Saturday, April 23, 2011

Cuba, Films: Barrio Cuba and Viva Cuba

The idea behind adding cinema to the project was to broaden the access to culture through exposure to multiple forms of its expression. When I made that decision, which then became a commitment by being enshrined in my sabbatical contract, I had no idea how difficult it would be to realize in practice.

Foreign films may seem like they are readily available - until you go looking for a specific film. Then, it is much harder to find exactly the one you are looking for. You are reduced to the small subset of films “someone” has decided the world should see. They are not always the films I wanted to see. That was the case with Cuba.
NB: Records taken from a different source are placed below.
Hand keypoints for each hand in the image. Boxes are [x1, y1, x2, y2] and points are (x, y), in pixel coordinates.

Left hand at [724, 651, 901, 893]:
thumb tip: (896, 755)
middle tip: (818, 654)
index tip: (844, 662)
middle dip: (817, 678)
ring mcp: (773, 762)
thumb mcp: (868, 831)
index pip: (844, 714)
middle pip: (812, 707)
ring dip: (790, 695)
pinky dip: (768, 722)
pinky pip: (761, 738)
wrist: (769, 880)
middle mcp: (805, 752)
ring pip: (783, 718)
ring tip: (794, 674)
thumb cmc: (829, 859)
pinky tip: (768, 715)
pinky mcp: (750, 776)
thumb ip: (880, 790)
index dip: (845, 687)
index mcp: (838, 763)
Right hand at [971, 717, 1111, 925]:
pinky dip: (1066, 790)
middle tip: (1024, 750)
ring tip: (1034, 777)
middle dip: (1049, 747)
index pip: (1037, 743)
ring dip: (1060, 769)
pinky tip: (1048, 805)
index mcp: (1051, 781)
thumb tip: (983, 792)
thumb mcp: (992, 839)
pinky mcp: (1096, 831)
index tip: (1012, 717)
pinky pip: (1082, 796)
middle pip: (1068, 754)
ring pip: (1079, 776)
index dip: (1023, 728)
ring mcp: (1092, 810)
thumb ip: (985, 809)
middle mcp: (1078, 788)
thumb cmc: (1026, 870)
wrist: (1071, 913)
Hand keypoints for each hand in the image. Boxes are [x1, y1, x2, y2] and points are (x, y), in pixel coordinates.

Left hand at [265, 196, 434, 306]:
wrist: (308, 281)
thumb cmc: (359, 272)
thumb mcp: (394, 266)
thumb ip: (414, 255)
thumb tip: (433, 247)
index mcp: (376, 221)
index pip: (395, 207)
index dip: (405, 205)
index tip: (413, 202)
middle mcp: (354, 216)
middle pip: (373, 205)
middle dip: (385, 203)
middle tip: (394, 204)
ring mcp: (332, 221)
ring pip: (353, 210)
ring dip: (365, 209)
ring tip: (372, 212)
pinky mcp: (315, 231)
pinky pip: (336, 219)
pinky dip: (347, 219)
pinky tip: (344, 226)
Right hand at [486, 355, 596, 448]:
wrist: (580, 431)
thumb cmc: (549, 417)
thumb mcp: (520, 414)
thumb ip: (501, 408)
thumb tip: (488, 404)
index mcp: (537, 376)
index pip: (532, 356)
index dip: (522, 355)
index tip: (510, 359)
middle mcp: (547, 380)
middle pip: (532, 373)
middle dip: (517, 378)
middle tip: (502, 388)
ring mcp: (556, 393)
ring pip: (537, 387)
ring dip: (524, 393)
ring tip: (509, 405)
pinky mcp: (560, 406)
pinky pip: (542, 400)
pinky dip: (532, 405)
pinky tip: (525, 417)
You go to Google and there are lots of choices. But you can't find them and you are reduced to what Netflix offers. With Cuba, that is not much.

I watched Barrio Cuba and Viva Cuba. My guess is you have to put Cuba into the title to help with the marketing. Either of the films could have had different titles. Nonetheless both had some interesting things to say about life in Cuba.

Viva Cuba was more light-hearted. It was the story of a girl who's divorced mother was preparing to leave Cuba and take her daughter, Malu, with her. Malu is desperate to stay in Cuba and so she runs away with the help of her chum, Jorgito. They set off in search of her long-lost father, hoping he can prevent her departure.

Viva Cuba dealt honestly with issues of race and class separating Cubans. It did not sugarcoat the economic deprivation Cubans experience which makes them think of leaving. In general it was upbeat and had a ‘happy-ending’ facilitated by a character that seemed (to me) a lot like Ché (complete with motorcycle).


Except for the happy-ending Barrio Cuba was relentlessly downbeat.  It is the story of three families struggling to make it in Havana. And it is a struggle. Meager food supplies, substandard housing, alcoholism and hustling all feature prominently in a story where things just slide from difficult to worse. It is not the kind of film you would expect from a Leninist society’s film program. The panacea of exile features prominently and is presented as just that, a panacea.

Both films provide a sense of how Cubans see their lives - one that seemed a reasonable conclusion given what I saw while there. The only surprise to me was that distribution of this vision receives the tacit approval of the regime. Mild, indirect criticism as a relief valve?